Task to complete :: Each entry needs to be duplicated exactly.

Saved entries ::
════════

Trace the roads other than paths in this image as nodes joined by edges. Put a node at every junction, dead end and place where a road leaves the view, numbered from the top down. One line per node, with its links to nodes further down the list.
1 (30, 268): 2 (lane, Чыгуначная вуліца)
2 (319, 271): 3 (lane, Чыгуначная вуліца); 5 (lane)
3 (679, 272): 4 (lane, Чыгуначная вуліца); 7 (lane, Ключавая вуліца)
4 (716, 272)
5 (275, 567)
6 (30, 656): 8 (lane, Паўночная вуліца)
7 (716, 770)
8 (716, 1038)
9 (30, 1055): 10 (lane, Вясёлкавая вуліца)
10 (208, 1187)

════════

Response ::
Trace the roads other than paths in this image as nodes joined by edges. Put a node at every junction, dead end and place where a road leaves the view, numbered from the top down. One line per node, with its links to nodes further down the list.
1 (30, 268): 2 (lane, Чыгуначная вуліца)
2 (319, 271): 3 (lane, Чыгуначная вуліца); 5 (lane)
3 (679, 272): 4 (lane, Чыгуначная вуліца); 7 (lane, Ключавая вуліца)
4 (716, 272)
5 (275, 567)
6 (30, 656): 8 (lane, Паўночная вуліца)
7 (716, 770)
8 (716, 1038)
9 (30, 1055): 10 (lane, Вясёлкавая вуліца)
10 (208, 1187)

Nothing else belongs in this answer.